(Beginning of Data in this exercise)

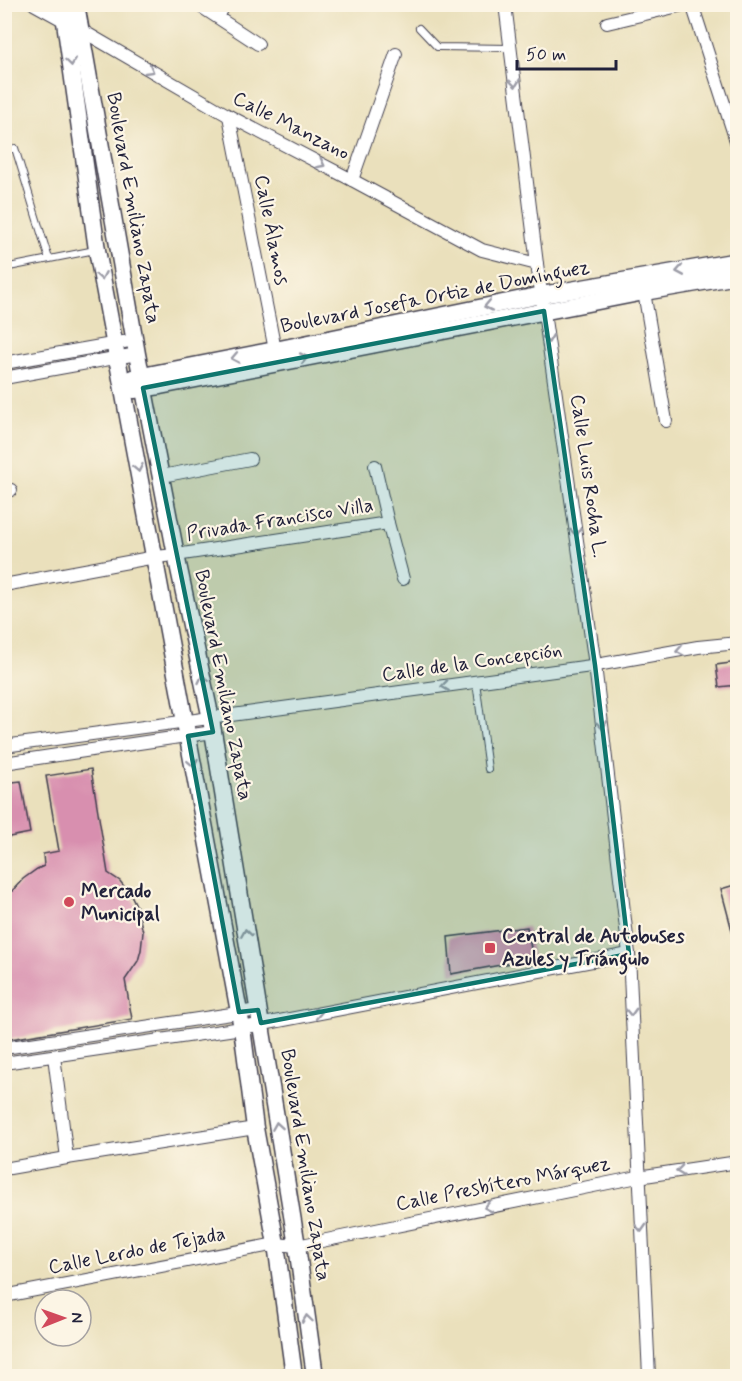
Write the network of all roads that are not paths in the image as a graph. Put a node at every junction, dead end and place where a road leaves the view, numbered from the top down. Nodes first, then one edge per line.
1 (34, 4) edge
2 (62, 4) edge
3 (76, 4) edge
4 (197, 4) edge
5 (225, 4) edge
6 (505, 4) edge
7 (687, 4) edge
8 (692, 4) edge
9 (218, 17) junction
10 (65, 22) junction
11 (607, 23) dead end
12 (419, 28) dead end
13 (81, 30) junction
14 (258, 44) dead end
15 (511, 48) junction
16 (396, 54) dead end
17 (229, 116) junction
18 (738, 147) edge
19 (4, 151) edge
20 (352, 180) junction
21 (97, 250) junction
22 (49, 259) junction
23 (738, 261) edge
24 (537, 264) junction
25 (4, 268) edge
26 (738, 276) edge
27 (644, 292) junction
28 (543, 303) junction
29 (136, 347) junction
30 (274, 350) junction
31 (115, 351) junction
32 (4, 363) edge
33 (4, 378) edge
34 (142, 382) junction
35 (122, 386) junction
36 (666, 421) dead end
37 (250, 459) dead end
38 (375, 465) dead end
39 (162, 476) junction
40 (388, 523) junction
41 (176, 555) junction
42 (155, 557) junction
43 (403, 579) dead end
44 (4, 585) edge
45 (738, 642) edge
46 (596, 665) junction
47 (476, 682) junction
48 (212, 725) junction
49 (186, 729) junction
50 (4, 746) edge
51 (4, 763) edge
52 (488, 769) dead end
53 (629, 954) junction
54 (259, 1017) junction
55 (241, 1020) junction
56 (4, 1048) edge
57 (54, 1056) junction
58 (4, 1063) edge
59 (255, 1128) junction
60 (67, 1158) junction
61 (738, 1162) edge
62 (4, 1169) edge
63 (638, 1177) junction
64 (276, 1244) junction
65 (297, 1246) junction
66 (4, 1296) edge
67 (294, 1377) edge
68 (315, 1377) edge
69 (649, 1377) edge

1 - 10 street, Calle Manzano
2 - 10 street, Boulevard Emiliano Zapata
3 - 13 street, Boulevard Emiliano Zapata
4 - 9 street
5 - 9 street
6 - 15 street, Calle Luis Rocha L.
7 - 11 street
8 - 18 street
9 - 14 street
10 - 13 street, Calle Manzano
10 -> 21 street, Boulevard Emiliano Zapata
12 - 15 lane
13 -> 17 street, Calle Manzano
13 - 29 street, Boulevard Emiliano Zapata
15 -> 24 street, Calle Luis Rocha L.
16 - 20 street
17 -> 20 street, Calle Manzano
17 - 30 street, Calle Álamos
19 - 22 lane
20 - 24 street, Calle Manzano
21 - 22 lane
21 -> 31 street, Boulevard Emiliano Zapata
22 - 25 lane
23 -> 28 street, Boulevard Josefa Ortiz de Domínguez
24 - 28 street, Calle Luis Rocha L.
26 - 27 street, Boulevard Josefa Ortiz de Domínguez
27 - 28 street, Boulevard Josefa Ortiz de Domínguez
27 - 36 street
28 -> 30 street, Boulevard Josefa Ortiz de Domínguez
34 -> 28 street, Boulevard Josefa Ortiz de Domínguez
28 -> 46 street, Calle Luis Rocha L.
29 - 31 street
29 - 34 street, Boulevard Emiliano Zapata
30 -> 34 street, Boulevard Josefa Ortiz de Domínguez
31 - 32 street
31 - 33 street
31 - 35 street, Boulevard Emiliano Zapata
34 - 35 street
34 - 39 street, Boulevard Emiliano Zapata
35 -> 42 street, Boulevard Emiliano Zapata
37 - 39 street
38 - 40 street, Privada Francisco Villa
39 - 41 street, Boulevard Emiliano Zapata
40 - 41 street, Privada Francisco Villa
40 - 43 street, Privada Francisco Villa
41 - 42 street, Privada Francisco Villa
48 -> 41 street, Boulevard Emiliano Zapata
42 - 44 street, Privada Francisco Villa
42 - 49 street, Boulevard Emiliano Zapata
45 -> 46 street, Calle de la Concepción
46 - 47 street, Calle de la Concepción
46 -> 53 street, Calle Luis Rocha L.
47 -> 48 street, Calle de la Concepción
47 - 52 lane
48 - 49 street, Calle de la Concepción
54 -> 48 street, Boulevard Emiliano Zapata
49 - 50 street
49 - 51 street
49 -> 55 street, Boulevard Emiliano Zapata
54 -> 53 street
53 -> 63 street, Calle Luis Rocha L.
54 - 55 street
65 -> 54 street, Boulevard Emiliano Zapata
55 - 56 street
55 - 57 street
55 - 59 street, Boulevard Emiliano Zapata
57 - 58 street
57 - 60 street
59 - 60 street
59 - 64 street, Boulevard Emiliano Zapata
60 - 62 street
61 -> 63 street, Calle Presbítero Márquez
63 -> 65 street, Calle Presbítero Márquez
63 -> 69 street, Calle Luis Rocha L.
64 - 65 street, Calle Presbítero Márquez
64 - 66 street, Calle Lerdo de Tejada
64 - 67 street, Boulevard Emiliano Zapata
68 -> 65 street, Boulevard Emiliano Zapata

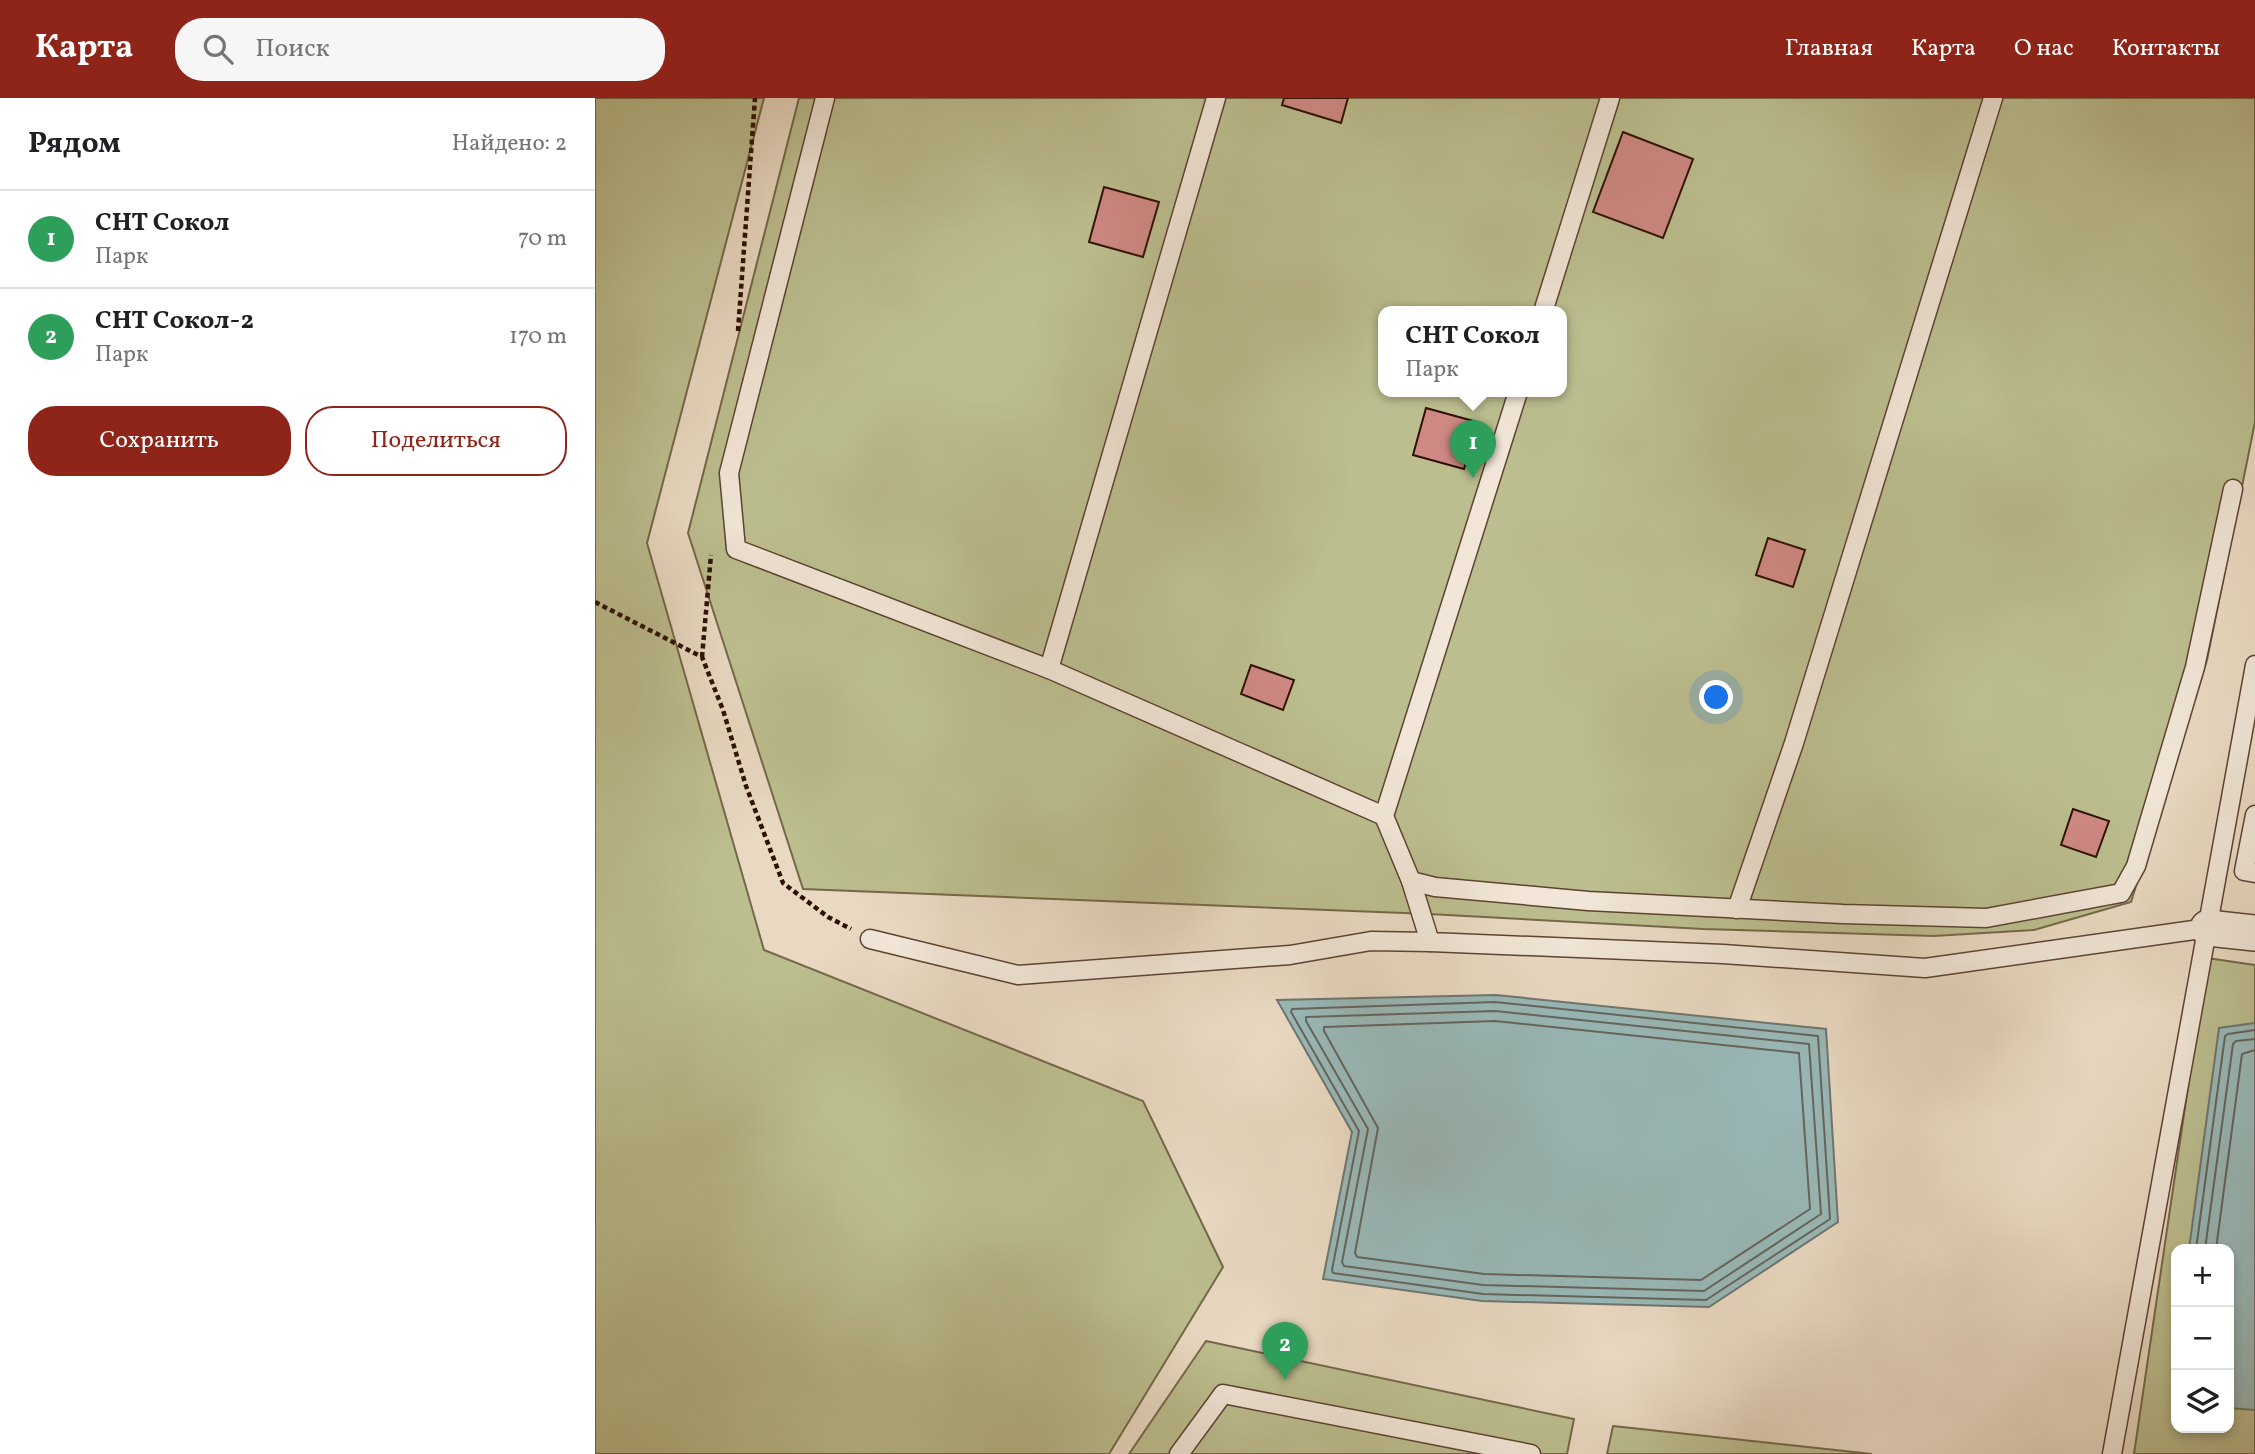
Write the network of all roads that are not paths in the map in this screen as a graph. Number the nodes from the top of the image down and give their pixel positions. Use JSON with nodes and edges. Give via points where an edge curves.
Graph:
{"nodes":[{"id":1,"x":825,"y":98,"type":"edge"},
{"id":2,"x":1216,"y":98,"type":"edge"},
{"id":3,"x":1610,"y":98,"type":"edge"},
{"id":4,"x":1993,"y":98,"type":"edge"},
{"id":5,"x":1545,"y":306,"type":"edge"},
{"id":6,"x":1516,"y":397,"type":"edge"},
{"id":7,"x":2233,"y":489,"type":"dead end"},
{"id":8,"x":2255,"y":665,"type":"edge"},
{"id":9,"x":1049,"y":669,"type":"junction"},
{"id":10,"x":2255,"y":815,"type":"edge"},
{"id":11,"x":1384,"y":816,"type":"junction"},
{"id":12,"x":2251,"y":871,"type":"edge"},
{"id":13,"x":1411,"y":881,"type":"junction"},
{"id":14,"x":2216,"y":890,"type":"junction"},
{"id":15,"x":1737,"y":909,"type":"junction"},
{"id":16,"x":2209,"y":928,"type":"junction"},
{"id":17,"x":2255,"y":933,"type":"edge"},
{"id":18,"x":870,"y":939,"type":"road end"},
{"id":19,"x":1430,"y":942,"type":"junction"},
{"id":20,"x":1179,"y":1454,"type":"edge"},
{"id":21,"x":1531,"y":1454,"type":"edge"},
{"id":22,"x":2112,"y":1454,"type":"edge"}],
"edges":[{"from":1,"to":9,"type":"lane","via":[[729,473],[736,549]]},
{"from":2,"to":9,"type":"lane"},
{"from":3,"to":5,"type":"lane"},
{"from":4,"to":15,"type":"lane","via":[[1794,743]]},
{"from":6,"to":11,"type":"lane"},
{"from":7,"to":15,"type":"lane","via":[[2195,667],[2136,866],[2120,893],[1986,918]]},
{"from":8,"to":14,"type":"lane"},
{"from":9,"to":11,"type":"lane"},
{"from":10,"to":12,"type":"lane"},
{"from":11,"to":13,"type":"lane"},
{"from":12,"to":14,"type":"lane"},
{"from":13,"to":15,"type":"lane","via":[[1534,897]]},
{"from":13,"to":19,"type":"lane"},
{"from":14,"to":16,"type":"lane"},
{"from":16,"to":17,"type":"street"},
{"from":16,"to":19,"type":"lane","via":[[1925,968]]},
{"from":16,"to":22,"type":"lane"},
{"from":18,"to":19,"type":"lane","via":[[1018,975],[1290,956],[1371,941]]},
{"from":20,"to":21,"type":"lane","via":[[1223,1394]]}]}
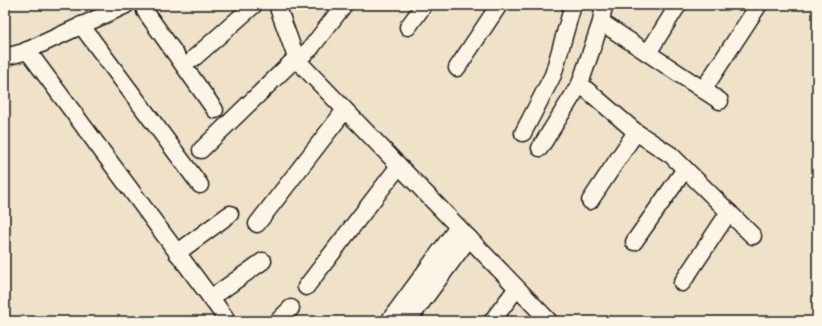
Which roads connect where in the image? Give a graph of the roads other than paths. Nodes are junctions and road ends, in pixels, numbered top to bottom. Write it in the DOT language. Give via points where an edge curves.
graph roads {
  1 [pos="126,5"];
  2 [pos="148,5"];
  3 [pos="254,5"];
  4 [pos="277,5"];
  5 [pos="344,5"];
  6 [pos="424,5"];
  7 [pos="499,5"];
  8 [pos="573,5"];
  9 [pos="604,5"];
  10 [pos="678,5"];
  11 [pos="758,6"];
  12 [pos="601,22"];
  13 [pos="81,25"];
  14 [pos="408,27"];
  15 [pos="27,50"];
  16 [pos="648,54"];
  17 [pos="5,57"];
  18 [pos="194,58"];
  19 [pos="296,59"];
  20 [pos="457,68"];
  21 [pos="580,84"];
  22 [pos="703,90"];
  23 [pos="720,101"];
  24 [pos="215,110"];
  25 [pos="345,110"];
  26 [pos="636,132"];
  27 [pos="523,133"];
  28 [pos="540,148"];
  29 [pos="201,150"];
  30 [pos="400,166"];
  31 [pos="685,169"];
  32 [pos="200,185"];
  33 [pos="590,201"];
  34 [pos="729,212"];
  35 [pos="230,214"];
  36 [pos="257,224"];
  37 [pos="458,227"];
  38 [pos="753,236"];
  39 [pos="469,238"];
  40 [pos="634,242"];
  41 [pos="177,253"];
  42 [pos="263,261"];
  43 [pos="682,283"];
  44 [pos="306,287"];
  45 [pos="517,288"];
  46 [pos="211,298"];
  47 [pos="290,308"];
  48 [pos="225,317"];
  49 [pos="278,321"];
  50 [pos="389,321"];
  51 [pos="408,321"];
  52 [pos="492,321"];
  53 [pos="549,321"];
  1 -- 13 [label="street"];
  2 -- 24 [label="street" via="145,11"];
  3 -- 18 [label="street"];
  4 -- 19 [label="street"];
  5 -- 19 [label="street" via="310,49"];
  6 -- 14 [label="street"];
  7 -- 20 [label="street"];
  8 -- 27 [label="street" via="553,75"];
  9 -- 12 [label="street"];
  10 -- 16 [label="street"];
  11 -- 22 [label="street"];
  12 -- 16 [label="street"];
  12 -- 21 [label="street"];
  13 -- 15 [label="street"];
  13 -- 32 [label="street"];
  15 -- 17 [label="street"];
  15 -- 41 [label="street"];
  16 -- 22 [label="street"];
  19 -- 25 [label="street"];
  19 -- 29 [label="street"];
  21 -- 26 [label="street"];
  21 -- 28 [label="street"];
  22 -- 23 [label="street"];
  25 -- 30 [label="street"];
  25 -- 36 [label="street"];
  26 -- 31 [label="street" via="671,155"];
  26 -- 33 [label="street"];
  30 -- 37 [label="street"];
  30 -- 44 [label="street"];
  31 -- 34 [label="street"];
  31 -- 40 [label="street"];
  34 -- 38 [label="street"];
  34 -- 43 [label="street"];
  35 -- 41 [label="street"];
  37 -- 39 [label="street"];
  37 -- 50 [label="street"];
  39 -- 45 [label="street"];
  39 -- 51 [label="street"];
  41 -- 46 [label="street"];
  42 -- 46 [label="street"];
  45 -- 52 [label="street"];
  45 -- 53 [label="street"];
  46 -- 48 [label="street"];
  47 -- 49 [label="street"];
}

(End of Data in this exercise)

# What is expected:
Only a number is expected in reply: how many lines of the entries hold the word "Márquez"?

# Response area:
3